Photo : © Jean de Peña / Collectif à-vif(s)
Enfin, il y a les inondations. À chaque saison des pluies, de juin à septembre, elles ravagent l’arrondissement de Medina Gounass où vivent près de 50.000 habitants. Des rivières de boues enfouissent les maisons, emportent le goudron. Son maire-adjoint, Cheikh Dieye, nous y accueille. La rue principale, que surplombe une petite mairie décrépie, s’est muée en marécage permanent. Un jogger traverse un gué fait de pneus et de pierres. Des pompes fatiguées attendent le retour des pluies, solution illusoire pour tenter de limiter les dégâts. Des maisons se sont effondrées. Ici, la fenêtre du rez-de-chaussée est à moitié enterrée sous la boue. Là, des herbes hautes ont poussé dans une pièce devenue marais. « Le poste de santé, c’est là… », nous indique Cheikh Dieye. Sa main embrasse un vaste étang qui a recouvert le dispensaire et menace la mosquée. Le centre a été reconstruit un peu plus haut. Autour, des maisons sont marquées d’une croix rouge. Leurs habitants seront déplacés, « déguerpis » dit-on ici, vers un nouveau quartier, à dix kilomètres plus à l’Est.

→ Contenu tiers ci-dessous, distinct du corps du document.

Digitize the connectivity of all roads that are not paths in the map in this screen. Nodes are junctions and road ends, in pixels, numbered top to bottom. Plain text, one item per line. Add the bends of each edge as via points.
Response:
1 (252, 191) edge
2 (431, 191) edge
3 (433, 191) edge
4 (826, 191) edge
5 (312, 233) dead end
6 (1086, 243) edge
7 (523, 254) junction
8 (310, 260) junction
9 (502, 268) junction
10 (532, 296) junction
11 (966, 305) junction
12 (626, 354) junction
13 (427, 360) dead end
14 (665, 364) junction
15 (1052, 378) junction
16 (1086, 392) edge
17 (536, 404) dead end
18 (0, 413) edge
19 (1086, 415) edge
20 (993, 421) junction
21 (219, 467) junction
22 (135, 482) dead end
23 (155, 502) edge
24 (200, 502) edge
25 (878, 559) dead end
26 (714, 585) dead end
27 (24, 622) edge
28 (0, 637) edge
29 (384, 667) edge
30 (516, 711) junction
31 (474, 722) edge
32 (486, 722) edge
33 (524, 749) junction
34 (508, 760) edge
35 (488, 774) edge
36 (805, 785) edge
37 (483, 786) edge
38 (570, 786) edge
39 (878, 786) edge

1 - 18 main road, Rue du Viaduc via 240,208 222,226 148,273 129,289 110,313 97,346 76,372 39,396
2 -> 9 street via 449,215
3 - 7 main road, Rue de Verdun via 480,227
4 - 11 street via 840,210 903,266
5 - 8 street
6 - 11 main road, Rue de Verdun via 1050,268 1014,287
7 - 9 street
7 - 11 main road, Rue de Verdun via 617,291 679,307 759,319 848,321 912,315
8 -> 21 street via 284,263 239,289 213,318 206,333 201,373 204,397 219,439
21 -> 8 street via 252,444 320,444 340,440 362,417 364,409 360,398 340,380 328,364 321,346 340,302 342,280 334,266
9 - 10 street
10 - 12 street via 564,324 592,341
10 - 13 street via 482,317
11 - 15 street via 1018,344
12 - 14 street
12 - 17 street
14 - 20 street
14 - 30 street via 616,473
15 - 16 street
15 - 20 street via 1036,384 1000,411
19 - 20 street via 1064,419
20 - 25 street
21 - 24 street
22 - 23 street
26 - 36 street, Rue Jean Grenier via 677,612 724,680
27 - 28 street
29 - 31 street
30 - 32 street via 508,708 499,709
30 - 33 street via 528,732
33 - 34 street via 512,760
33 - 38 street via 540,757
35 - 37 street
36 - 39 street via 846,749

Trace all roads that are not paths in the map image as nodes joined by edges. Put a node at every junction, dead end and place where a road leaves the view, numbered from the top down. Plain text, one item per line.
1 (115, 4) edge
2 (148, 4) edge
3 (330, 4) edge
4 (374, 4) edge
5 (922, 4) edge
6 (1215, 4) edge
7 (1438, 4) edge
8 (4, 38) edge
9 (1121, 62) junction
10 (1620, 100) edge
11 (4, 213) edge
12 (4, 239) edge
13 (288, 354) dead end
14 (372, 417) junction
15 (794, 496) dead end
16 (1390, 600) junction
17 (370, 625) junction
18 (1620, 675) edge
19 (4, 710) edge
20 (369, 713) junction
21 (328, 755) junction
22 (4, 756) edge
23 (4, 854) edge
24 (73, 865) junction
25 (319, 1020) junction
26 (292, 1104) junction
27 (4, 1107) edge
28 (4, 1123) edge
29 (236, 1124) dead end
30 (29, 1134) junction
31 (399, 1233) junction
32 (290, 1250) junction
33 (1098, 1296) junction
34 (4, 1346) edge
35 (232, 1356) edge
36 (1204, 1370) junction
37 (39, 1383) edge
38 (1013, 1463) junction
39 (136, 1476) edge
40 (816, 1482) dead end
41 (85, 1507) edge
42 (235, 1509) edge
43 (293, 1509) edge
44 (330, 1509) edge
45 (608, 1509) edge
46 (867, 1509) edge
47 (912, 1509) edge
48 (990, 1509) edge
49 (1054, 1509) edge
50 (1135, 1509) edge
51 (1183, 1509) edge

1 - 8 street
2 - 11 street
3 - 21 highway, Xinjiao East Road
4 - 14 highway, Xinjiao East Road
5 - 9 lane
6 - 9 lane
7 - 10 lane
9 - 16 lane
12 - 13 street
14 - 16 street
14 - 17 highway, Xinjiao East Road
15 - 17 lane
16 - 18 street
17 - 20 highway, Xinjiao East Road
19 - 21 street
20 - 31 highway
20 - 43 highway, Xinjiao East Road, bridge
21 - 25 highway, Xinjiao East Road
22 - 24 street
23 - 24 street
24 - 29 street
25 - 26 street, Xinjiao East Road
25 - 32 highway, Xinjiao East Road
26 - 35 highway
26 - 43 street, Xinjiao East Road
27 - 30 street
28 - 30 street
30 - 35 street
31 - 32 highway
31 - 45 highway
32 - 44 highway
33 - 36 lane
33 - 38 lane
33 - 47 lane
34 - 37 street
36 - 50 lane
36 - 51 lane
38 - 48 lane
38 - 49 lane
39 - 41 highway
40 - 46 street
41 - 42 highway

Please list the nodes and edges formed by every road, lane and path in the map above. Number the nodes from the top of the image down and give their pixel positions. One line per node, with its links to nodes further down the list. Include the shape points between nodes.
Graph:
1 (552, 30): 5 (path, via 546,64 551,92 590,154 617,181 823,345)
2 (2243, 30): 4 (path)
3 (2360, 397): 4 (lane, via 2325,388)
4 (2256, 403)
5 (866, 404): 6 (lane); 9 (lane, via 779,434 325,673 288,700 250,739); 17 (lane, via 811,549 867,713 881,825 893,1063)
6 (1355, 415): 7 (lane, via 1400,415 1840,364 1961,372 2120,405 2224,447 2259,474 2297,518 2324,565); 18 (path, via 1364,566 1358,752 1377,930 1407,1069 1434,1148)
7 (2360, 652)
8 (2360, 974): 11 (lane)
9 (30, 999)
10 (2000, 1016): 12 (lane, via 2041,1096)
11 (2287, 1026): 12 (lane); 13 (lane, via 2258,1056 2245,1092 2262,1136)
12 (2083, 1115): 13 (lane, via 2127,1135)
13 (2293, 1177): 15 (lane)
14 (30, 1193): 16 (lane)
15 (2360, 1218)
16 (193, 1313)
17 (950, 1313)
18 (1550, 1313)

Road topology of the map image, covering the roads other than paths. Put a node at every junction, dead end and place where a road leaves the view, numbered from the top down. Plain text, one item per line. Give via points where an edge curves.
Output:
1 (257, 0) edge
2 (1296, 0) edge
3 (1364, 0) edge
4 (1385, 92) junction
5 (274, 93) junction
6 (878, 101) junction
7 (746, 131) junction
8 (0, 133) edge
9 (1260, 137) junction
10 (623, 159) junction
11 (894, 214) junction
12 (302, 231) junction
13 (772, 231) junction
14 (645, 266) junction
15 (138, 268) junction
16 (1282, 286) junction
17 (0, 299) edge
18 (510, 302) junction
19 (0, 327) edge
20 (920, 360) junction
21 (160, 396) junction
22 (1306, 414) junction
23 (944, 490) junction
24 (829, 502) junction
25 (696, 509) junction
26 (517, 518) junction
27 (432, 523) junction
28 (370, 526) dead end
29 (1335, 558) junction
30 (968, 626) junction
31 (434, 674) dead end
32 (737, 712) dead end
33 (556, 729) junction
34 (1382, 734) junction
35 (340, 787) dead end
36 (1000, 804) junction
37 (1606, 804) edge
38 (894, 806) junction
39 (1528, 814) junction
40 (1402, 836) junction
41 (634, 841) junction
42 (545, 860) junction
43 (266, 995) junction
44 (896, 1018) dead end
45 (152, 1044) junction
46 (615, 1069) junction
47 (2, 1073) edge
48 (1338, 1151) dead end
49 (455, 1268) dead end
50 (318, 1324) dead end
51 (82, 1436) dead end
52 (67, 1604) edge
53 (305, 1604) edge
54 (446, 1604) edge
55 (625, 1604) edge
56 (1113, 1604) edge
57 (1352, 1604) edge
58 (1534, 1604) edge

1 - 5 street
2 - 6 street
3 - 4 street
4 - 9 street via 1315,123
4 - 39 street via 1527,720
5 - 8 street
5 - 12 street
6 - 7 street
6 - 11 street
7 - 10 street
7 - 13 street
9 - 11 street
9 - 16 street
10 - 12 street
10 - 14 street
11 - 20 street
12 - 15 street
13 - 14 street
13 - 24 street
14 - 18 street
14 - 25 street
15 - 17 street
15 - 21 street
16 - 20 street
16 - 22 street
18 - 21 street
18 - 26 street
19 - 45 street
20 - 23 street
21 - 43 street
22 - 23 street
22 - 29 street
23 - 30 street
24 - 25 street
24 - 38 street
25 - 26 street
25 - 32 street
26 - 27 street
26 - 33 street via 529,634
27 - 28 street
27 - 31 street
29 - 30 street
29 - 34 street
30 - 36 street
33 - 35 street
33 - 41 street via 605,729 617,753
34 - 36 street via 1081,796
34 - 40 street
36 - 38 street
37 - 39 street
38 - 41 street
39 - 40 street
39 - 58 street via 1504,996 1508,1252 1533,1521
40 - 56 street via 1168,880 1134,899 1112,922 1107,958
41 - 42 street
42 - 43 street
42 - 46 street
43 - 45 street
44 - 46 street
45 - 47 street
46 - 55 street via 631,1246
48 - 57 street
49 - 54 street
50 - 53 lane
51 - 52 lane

Beaucoup refusent de partir de leur ville, née de l’exode rural il y a un demi-siècle. L’urbanisation sauvage de ces « quartiers irréguliers » a progressivement envahi des cuvettes où l’eau des pluies s’écoulaient naturellement. Canalisations et assainissements n’ont pas suivi. Les inondations ont commencé dans les années 80. Dans les ruelles, pas de caniveaux, encore moins d’égouts. Des trous sont creusés pour y déverser les eaux usées et les ordures ménagères. Les femmes balaient elles-mêmes les rues ensablées. « Les canalisations sont en cours », assure le maire-adjoint. Mais quand les travaux doivent-ils commencer ? « On n’a pas exactement la date », souffle-t-il. « Guédiawaye est une des communes les plus pauvres du Sénégal. Ce sont des investissements lourds. » Le Palais présidentiel, à quelques kilomètres de là, est aux abonnés absents. Et même si on y discute du « droit à la ville » et à ses infrastructures, le Forum social est loin, très loin. « Est-ce que vous pensez qu’une association d’inondés a les moyens de s’inscrire au forum ? », regrette Sidiki Daff. Une marche des habitants doit cependant y rallier l’assemblée des mouvements sociaux.
La situation sanitaire est déplorable. À la tombée du soir, les moustiques envahissent le quartier, apportant avec eux le paludisme. Les parasitoses intestinales, les infections respiratoires ou la dysenterie y sont fréquentes. « On en a marre ! », lance en wolof une passante. Mais en dépit du cloaque, la vie continue. Une école franco-arabe résonne des rires et des récitations d’enfants. Des menuisiers travaillent le bois à l’ombre de leurs échoppes. Un centre accueille des femmes victimes de violences ou jetées à la rue. Autour de la zone, mi-quartier populaire, mi-bidonville, les antennes relais pour la téléphonie mobile ont poussé. Bien plus vite que le réseau d’assainissement.